*** DATA TO EXAMINE Section Begins ***
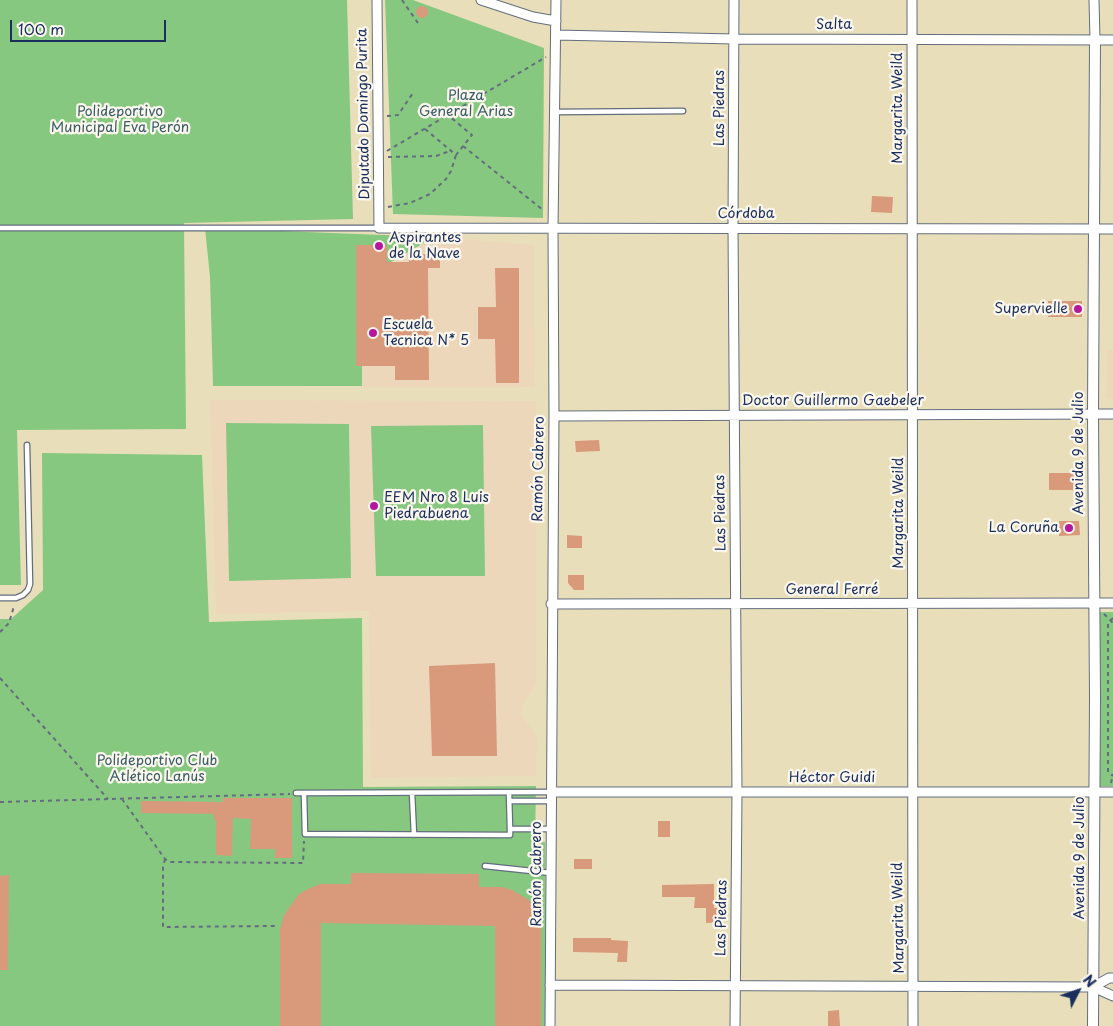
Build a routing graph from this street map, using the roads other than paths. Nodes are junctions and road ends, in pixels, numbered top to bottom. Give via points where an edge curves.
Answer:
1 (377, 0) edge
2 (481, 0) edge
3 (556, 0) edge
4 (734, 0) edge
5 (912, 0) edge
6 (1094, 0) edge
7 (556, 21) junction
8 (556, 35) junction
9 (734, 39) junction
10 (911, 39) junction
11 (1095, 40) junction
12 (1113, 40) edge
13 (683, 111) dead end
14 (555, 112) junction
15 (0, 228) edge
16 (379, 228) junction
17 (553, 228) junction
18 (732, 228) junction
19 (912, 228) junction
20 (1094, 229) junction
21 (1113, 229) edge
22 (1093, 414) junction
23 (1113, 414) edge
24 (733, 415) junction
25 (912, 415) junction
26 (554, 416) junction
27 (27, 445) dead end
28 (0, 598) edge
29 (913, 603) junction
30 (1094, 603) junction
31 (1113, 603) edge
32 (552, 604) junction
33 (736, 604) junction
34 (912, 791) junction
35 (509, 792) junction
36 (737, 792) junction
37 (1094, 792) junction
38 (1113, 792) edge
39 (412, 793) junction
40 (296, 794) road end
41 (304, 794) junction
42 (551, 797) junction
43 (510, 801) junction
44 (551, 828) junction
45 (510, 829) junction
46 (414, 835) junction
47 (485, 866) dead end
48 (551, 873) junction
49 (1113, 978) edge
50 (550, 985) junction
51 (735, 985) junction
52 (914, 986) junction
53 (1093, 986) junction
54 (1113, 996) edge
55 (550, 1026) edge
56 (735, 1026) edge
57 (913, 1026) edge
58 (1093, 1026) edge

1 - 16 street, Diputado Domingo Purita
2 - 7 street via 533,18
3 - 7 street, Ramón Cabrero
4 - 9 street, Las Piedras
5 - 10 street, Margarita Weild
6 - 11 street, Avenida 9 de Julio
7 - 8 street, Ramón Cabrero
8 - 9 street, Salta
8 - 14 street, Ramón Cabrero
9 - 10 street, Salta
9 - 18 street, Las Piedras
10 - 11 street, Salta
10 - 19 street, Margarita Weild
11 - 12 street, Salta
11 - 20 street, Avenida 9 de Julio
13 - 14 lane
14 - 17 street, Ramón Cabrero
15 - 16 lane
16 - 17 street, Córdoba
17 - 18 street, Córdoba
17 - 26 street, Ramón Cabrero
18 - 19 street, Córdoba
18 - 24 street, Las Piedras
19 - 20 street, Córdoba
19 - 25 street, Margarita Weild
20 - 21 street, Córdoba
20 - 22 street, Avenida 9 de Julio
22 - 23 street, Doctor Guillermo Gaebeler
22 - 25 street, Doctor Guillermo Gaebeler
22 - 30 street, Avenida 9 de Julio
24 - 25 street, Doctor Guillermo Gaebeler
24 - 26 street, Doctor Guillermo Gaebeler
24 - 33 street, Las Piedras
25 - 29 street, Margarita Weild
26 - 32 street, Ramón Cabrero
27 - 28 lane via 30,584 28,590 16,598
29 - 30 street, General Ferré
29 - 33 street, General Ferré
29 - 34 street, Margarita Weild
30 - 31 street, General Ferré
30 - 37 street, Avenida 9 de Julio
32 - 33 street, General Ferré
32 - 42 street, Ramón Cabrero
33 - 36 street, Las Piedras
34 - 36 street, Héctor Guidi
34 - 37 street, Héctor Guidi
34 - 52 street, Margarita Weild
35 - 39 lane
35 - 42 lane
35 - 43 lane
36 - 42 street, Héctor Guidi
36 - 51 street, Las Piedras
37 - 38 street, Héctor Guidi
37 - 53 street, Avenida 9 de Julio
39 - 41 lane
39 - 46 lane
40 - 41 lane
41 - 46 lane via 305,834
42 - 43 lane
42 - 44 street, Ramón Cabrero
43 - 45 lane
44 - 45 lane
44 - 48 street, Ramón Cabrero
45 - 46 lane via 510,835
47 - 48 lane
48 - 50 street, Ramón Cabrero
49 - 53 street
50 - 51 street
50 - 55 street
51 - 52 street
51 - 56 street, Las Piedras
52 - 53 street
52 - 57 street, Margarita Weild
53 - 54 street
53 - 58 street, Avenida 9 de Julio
*** DATA TO EXAMINE Section Ends ***
Each line above is to be copied exactly, and the pictures are to be dropped.

Build a routing graph from this street map, using the roads other than paths. Nodes are junctions and road ends, in pixels, numbered top to bottom. Give via points where an edge curves.
Answer:
1 (377, 0) edge
2 (481, 0) edge
3 (556, 0) edge
4 (734, 0) edge
5 (912, 0) edge
6 (1094, 0) edge
7 (556, 21) junction
8 (556, 35) junction
9 (734, 39) junction
10 (911, 39) junction
11 (1095, 40) junction
12 (1113, 40) edge
13 (683, 111) dead end
14 (555, 112) junction
15 (0, 228) edge
16 (379, 228) junction
17 (553, 228) junction
18 (732, 228) junction
19 (912, 228) junction
20 (1094, 229) junction
21 (1113, 229) edge
22 (1093, 414) junction
23 (1113, 414) edge
24 (733, 415) junction
25 (912, 415) junction
26 (554, 416) junction
27 (27, 445) dead end
28 (0, 598) edge
29 (913, 603) junction
30 (1094, 603) junction
31 (1113, 603) edge
32 (552, 604) junction
33 (736, 604) junction
34 (912, 791) junction
35 (509, 792) junction
36 (737, 792) junction
37 (1094, 792) junction
38 (1113, 792) edge
39 (412, 793) junction
40 (296, 794) road end
41 (304, 794) junction
42 (551, 797) junction
43 (510, 801) junction
44 (551, 828) junction
45 (510, 829) junction
46 (414, 835) junction
47 (485, 866) dead end
48 (551, 873) junction
49 (1113, 978) edge
50 (550, 985) junction
51 (735, 985) junction
52 (914, 986) junction
53 (1093, 986) junction
54 (1113, 996) edge
55 (550, 1026) edge
56 (735, 1026) edge
57 (913, 1026) edge
58 (1093, 1026) edge

1 - 16 street, Diputado Domingo Purita
2 - 7 street via 533,18
3 - 7 street, Ramón Cabrero
4 - 9 street, Las Piedras
5 - 10 street, Margarita Weild
6 - 11 street, Avenida 9 de Julio
7 - 8 street, Ramón Cabrero
8 - 9 street, Salta
8 - 14 street, Ramón Cabrero
9 - 10 street, Salta
9 - 18 street, Las Piedras
10 - 11 street, Salta
10 - 19 street, Margarita Weild
11 - 12 street, Salta
11 - 20 street, Avenida 9 de Julio
13 - 14 lane
14 - 17 street, Ramón Cabrero
15 - 16 lane
16 - 17 street, Córdoba
17 - 18 street, Córdoba
17 - 26 street, Ramón Cabrero
18 - 19 street, Córdoba
18 - 24 street, Las Piedras
19 - 20 street, Córdoba
19 - 25 street, Margarita Weild
20 - 21 street, Córdoba
20 - 22 street, Avenida 9 de Julio
22 - 23 street, Doctor Guillermo Gaebeler
22 - 25 street, Doctor Guillermo Gaebeler
22 - 30 street, Avenida 9 de Julio
24 - 25 street, Doctor Guillermo Gaebeler
24 - 26 street, Doctor Guillermo Gaebeler
24 - 33 street, Las Piedras
25 - 29 street, Margarita Weild
26 - 32 street, Ramón Cabrero
27 - 28 lane via 30,584 28,590 16,598
29 - 30 street, General Ferré
29 - 33 street, General Ferré
29 - 34 street, Margarita Weild
30 - 31 street, General Ferré
30 - 37 street, Avenida 9 de Julio
32 - 33 street, General Ferré
32 - 42 street, Ramón Cabrero
33 - 36 street, Las Piedras
34 - 36 street, Héctor Guidi
34 - 37 street, Héctor Guidi
34 - 52 street, Margarita Weild
35 - 39 lane
35 - 42 lane
35 - 43 lane
36 - 42 street, Héctor Guidi
36 - 51 street, Las Piedras
37 - 38 street, Héctor Guidi
37 - 53 street, Avenida 9 de Julio
39 - 41 lane
39 - 46 lane
40 - 41 lane
41 - 46 lane via 305,834
42 - 43 lane
42 - 44 street, Ramón Cabrero
43 - 45 lane
44 - 45 lane
44 - 48 street, Ramón Cabrero
45 - 46 lane via 510,835
47 - 48 lane
48 - 50 street, Ramón Cabrero
49 - 53 street
50 - 51 street
50 - 55 street
51 - 52 street
51 - 56 street, Las Piedras
52 - 53 street
52 - 57 street, Margarita Weild
53 - 54 street
53 - 58 street, Avenida 9 de Julio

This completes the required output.